| DIRECTIONS FOR THIS TASK |
Please give the entries below again exactly, omitting every picture.

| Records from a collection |
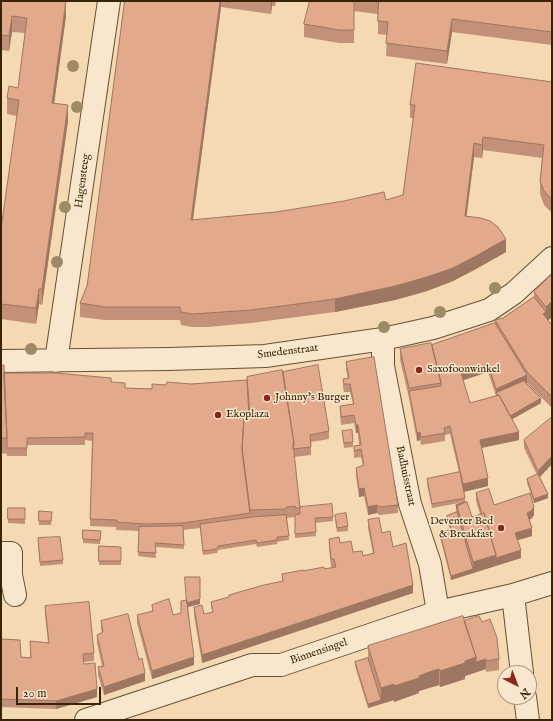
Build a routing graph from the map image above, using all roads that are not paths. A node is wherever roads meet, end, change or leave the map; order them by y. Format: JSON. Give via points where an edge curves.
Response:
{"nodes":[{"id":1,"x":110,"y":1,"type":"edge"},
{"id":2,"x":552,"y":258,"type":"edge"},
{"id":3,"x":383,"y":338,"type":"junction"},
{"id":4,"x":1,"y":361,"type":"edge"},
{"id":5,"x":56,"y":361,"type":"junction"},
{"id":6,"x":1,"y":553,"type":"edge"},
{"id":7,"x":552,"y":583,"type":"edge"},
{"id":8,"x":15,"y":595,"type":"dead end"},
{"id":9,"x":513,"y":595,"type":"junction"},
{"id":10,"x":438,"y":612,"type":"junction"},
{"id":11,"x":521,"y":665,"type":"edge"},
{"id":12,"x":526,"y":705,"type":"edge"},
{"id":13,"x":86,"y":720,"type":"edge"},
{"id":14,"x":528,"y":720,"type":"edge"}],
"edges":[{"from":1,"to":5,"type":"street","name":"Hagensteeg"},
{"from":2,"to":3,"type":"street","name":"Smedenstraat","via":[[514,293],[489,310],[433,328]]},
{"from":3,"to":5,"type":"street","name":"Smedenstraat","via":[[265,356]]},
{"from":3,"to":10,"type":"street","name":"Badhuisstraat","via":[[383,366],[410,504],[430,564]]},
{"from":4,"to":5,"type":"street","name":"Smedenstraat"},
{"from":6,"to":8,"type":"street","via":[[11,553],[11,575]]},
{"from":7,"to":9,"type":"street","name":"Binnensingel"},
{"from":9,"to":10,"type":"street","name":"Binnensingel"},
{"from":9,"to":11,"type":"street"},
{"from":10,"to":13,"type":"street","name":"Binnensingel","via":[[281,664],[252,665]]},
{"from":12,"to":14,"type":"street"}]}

| TASK OUTPUT |
Build a routing graph from the map image above, using all roads that are not paths. A node is wherever roads meet, end, change or leave the map; order them by y. Format: JSON. Give via points where an edge curves.
Response:
{"nodes":[{"id":1,"x":110,"y":1,"type":"edge"},
{"id":2,"x":552,"y":258,"type":"edge"},
{"id":3,"x":383,"y":338,"type":"junction"},
{"id":4,"x":1,"y":361,"type":"edge"},
{"id":5,"x":56,"y":361,"type":"junction"},
{"id":6,"x":1,"y":553,"type":"edge"},
{"id":7,"x":552,"y":583,"type":"edge"},
{"id":8,"x":15,"y":595,"type":"dead end"},
{"id":9,"x":513,"y":595,"type":"junction"},
{"id":10,"x":438,"y":612,"type":"junction"},
{"id":11,"x":521,"y":665,"type":"edge"},
{"id":12,"x":526,"y":705,"type":"edge"},
{"id":13,"x":86,"y":720,"type":"edge"},
{"id":14,"x":528,"y":720,"type":"edge"}],
"edges":[{"from":1,"to":5,"type":"street","name":"Hagensteeg"},
{"from":2,"to":3,"type":"street","name":"Smedenstraat","via":[[514,293],[489,310],[433,328]]},
{"from":3,"to":5,"type":"street","name":"Smedenstraat","via":[[265,356]]},
{"from":3,"to":10,"type":"street","name":"Badhuisstraat","via":[[383,366],[410,504],[430,564]]},
{"from":4,"to":5,"type":"street","name":"Smedenstraat"},
{"from":6,"to":8,"type":"street","via":[[11,553],[11,575]]},
{"from":7,"to":9,"type":"street","name":"Binnensingel"},
{"from":9,"to":10,"type":"street","name":"Binnensingel"},
{"from":9,"to":11,"type":"street"},
{"from":10,"to":13,"type":"street","name":"Binnensingel","via":[[281,664],[252,665]]},
{"from":12,"to":14,"type":"street"}]}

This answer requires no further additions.